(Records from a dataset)
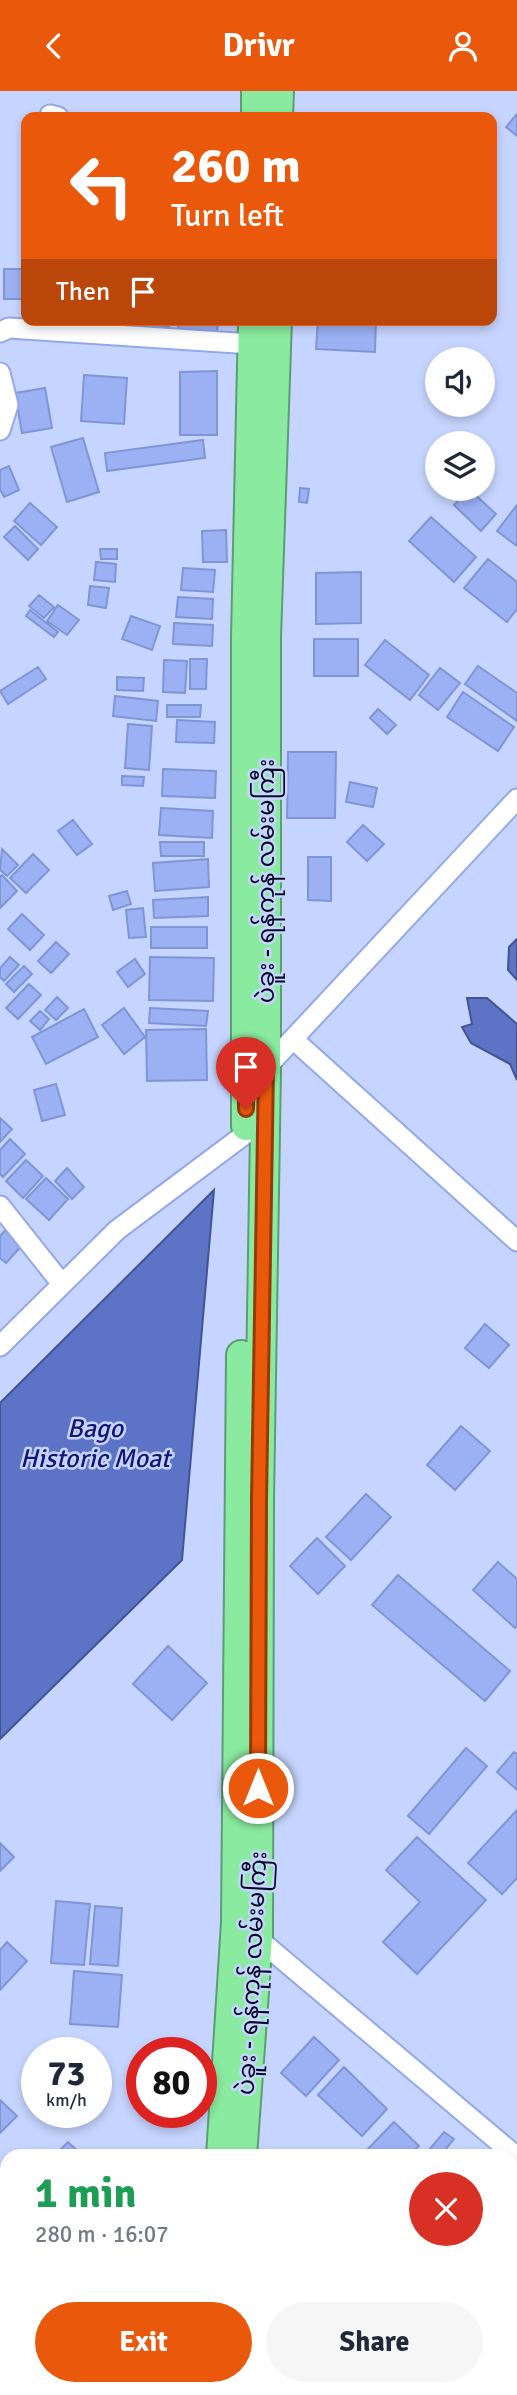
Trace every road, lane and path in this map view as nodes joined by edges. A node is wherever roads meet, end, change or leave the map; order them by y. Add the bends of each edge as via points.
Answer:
1 (256, 91) edge
2 (279, 91) edge
3 (256, 112) edge
4 (278, 112) edge
5 (277, 326) edge
6 (0, 332) edge
7 (253, 332) edge
8 (0, 373) edge
9 (0, 430) edge
10 (517, 799) edge
11 (294, 1040) junction
12 (256, 1076) junction
13 (255, 1127) junction
14 (0, 1206) edge
15 (517, 1241) edge
16 (62, 1284) junction
17 (0, 1346) edge
18 (247, 1930) junction
19 (221, 2149) edge
20 (242, 2149) edge
21 (506, 2149) edge

1 - 3 highway
2 - 4 highway
5 - 12 highway, ပဲခူး - ရန်ကုန် လမ်းမကြီး
6 - 7 street via 9,328
7 - 12 highway, ပဲခူး - ရန်ကုန် လမ်းမကြီး via 246,637
8 - 9 street via 8,405
10 - 11 street
11 - 12 street
11 - 15 street
12 - 13 highway, ပဲခူး - ရန်ကုန် လမ်းမကြီး
13 - 16 street via 117,1230
13 - 18 highway, ပဲခူး - ရန်ကုန် လမ်းမကြီး via 259,1513
14 - 16 street
16 - 17 street
18 - 19 highway, ပဲခူး - ရန်ကုန် လမ်းမကြီး
18 - 20 highway, ပဲခူး - ရန်ကုန် လမ်းမကြီး
18 - 21 street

▸ **WHAT YOU WILL DO**: Could you set down every entry above exactly as it stands, with no images?

▸ **RESULT**:
Trace every road, lane and path in this map view as nodes joined by edges. A node is wherever roads meet, end, change or leave the map; order them by y. Add the bends of each edge as via points.
Answer:
1 (256, 91) edge
2 (279, 91) edge
3 (256, 112) edge
4 (278, 112) edge
5 (277, 326) edge
6 (0, 332) edge
7 (253, 332) edge
8 (0, 373) edge
9 (0, 430) edge
10 (517, 799) edge
11 (294, 1040) junction
12 (256, 1076) junction
13 (255, 1127) junction
14 (0, 1206) edge
15 (517, 1241) edge
16 (62, 1284) junction
17 (0, 1346) edge
18 (247, 1930) junction
19 (221, 2149) edge
20 (242, 2149) edge
21 (506, 2149) edge

1 - 3 highway
2 - 4 highway
5 - 12 highway, ပဲခူး - ရန်ကုန် လမ်းမကြီး
6 - 7 street via 9,328
7 - 12 highway, ပဲခူး - ရန်ကုန် လမ်းမကြီး via 246,637
8 - 9 street via 8,405
10 - 11 street
11 - 12 street
11 - 15 street
12 - 13 highway, ပဲခူး - ရန်ကုန် လမ်းမကြီး
13 - 16 street via 117,1230
13 - 18 highway, ပဲခူး - ရန်ကုန် လမ်းမကြီး via 259,1513
14 - 16 street
16 - 17 street
18 - 19 highway, ပဲခူး - ရန်ကုန် လမ်းမကြီး
18 - 20 highway, ပဲခူး - ရန်ကုန် လမ်းမကြီး
18 - 21 street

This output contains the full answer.